The Data Blog

An EXE version of SPMF for Windows

Posted on 2026-04-20 by Philippe Fournier-Viger

Today, I want to announce that I have included a compiled EXE version of SPMF.jar for Windows 64 bits on the Download page of SPMF. It is especially useful if you cannot or do not want to install Java on a computer.

This portable EXE version of SPMF is slightly bigger (55 mb instead of around 11 mb) because it includes the Java runtime environment.

You can download it from the download page on the website of SPMF:

Later, I might also include a compiled version for Linux and other platforms, if some people request it.

—
Philippe Fournier-Viger is a computer science professor and founder of the SPMF open-source data mining library, which offers more than 300 algorithms for analyzing data, implemented in Java.

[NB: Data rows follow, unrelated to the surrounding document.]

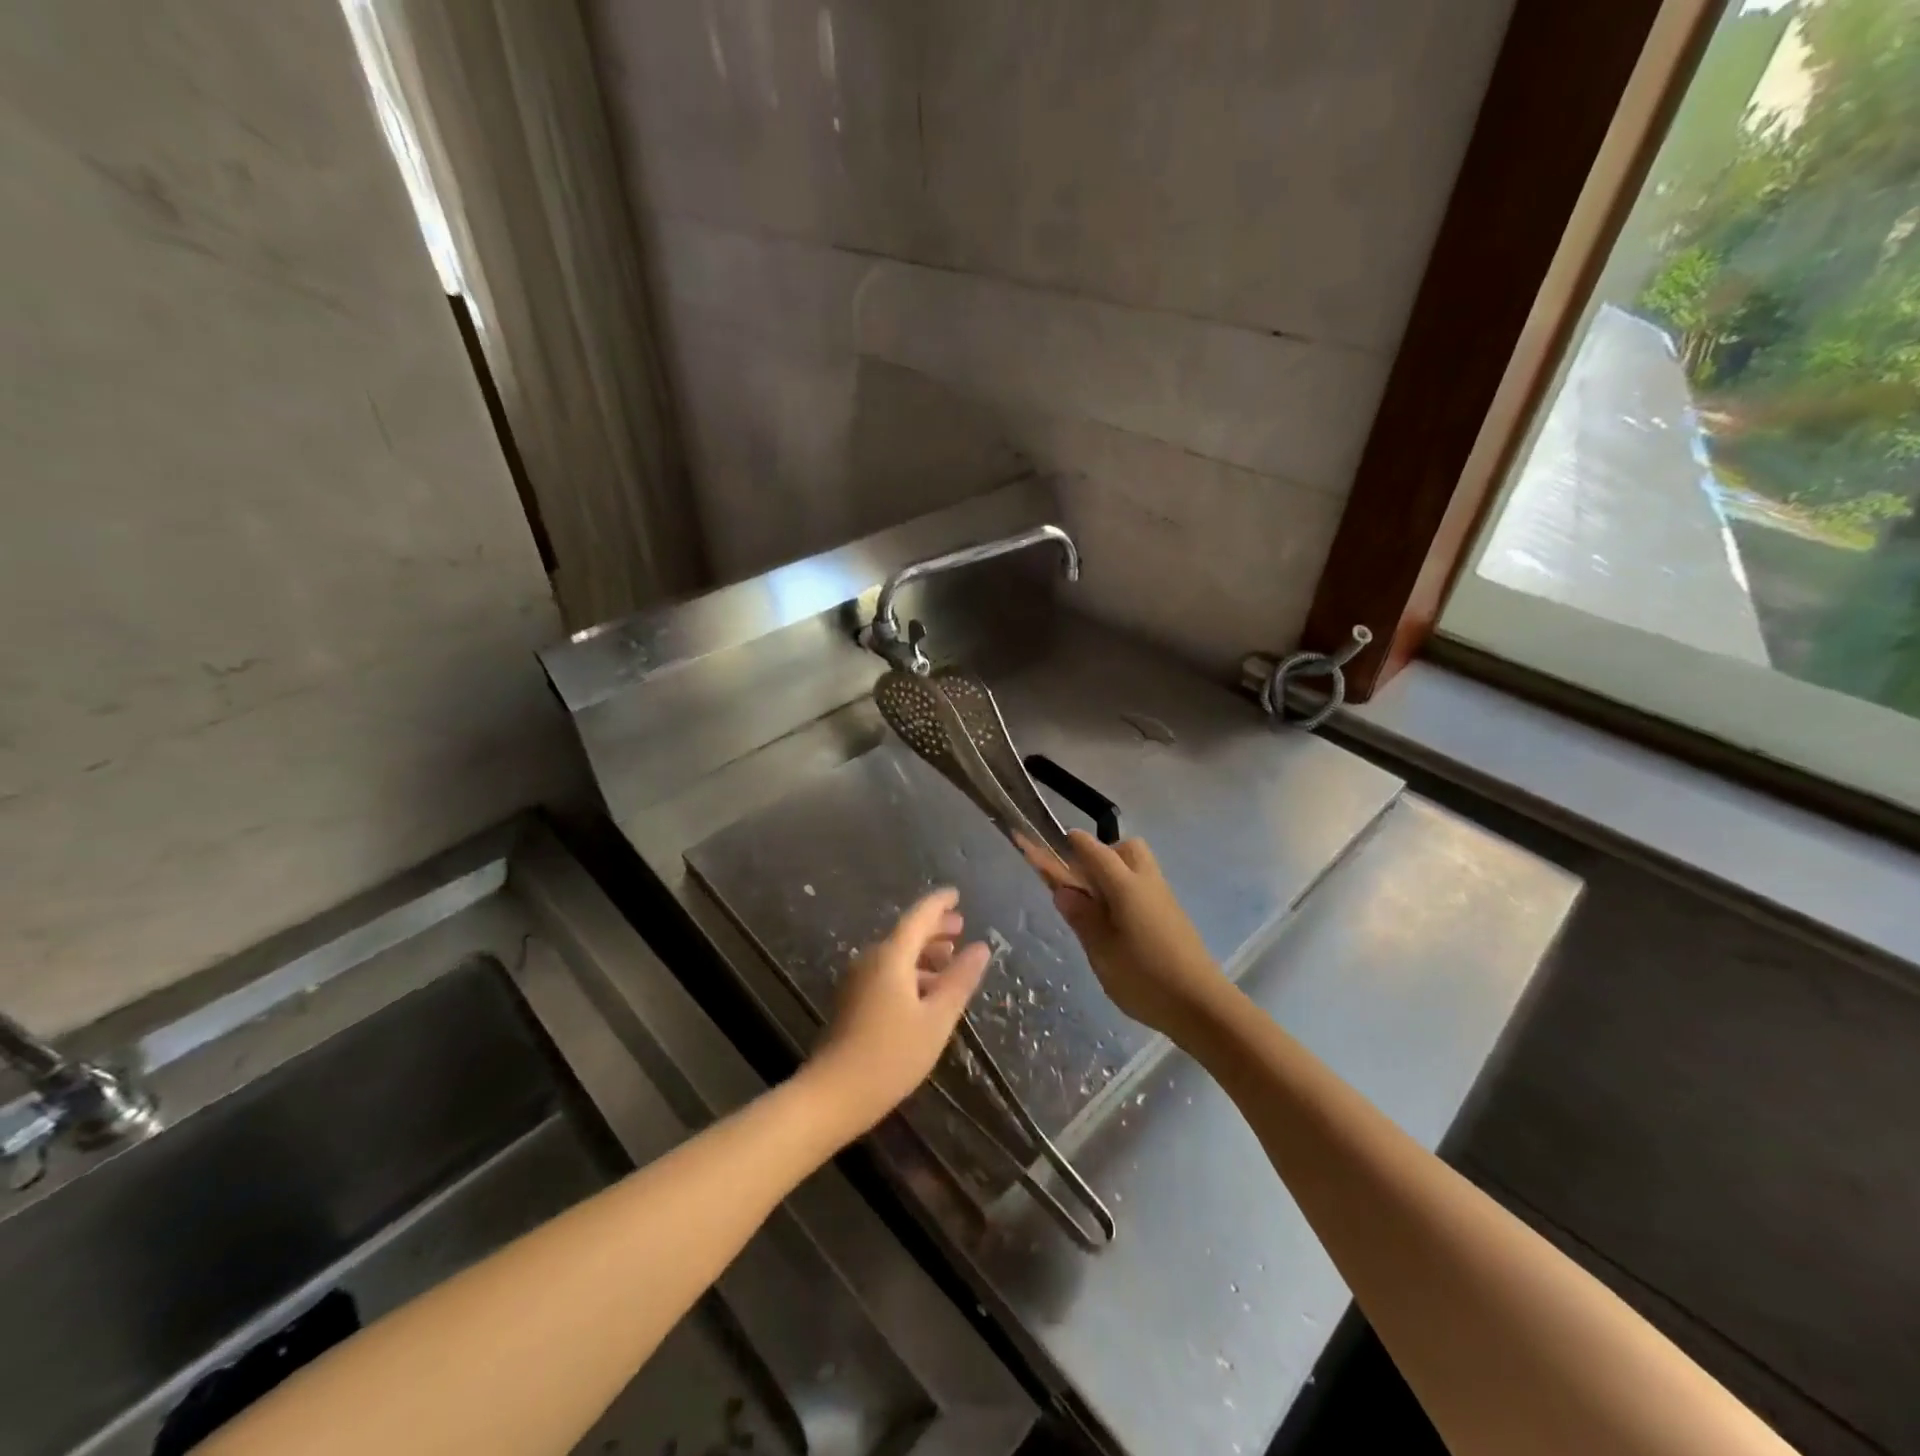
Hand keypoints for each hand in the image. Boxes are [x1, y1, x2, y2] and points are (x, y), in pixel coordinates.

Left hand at [807, 889, 990, 1133]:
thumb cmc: (891, 1055)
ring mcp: (857, 980)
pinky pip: (885, 972)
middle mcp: (870, 959)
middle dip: (934, 929)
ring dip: (923, 953)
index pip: (918, 917)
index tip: (956, 894)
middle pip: (905, 934)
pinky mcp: (851, 1000)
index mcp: (891, 956)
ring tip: (949, 960)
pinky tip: (925, 991)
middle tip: (960, 927)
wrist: (833, 1094)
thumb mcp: (936, 1019)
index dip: (939, 904)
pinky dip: (909, 971)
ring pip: (895, 954)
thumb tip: (981, 947)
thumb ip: (959, 980)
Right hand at [1022, 831, 1227, 1037]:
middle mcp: (1147, 883)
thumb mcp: (1102, 952)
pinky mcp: (1173, 916)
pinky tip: (1118, 924)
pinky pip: (1146, 888)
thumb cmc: (1145, 979)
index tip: (1057, 840)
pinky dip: (1128, 891)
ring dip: (1116, 873)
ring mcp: (1165, 899)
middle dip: (1102, 854)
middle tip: (1083, 883)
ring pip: (1139, 867)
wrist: (1202, 1007)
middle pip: (1126, 849)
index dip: (1075, 843)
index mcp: (1126, 886)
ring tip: (1097, 908)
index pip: (1096, 851)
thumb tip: (1063, 890)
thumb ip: (1082, 917)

Posted in Java, open-source, spmf | Leave a comment

CFP: Special session at SOMET 2026

Posted on 2026-02-25 by Philippe Fournier-Viger

In this post, I want to talk about a special session on Knowledge Science and Intelligent Computing (KSIC) that I am co-organizing this year at the SOMET 2026 conference (25th Int. Conf. on Intelligent Software Methodologies, Tools, and Techniques). I would like to invite you to submit your research papers!

The conference proceedings will be published by IOS Press and indexed in SCOPUS. The important dates are:

Deadline: April 14, 2026 (updated)
Notification to authors: May 10, 2026.
Camera-Ready papers: June 15, 2026.

Relevant topics include, but are not limited to,
the following:

Knowledge Reasoning and Representation
Knowledge-based software engineering.
Knowledge Representation and Reasoning
Knowledge engineering application.
Ontological engineering.
Symbolic reasoning in Large Language Models
Reality automated generation
Cognitive foundations of knowledge
Intelligent systems.
Intelligent Information Systems.
Robotics and Cybernetics.
Distributed and Parallel Processing.
Aspects of Data Mining.
Bio-informatics.
Knowledge extraction from text, video, signals and images.
Search and Mining of variety of data including scientific and engineering, social, sensor/IoT/IoE.
Intelligent Computational Modeling.
Mobility and Big Data.

Session Organizers
▪ Nhon V. Do, Hong Bang International University,
Vietnam.
▪ Philippe Fournier-Viger, Shenzhen University, China.
▪ Hien D. Nguyen, University of Information Technology,
VNU-HCM, Vietnam.

For more information about the special session and conference, click here.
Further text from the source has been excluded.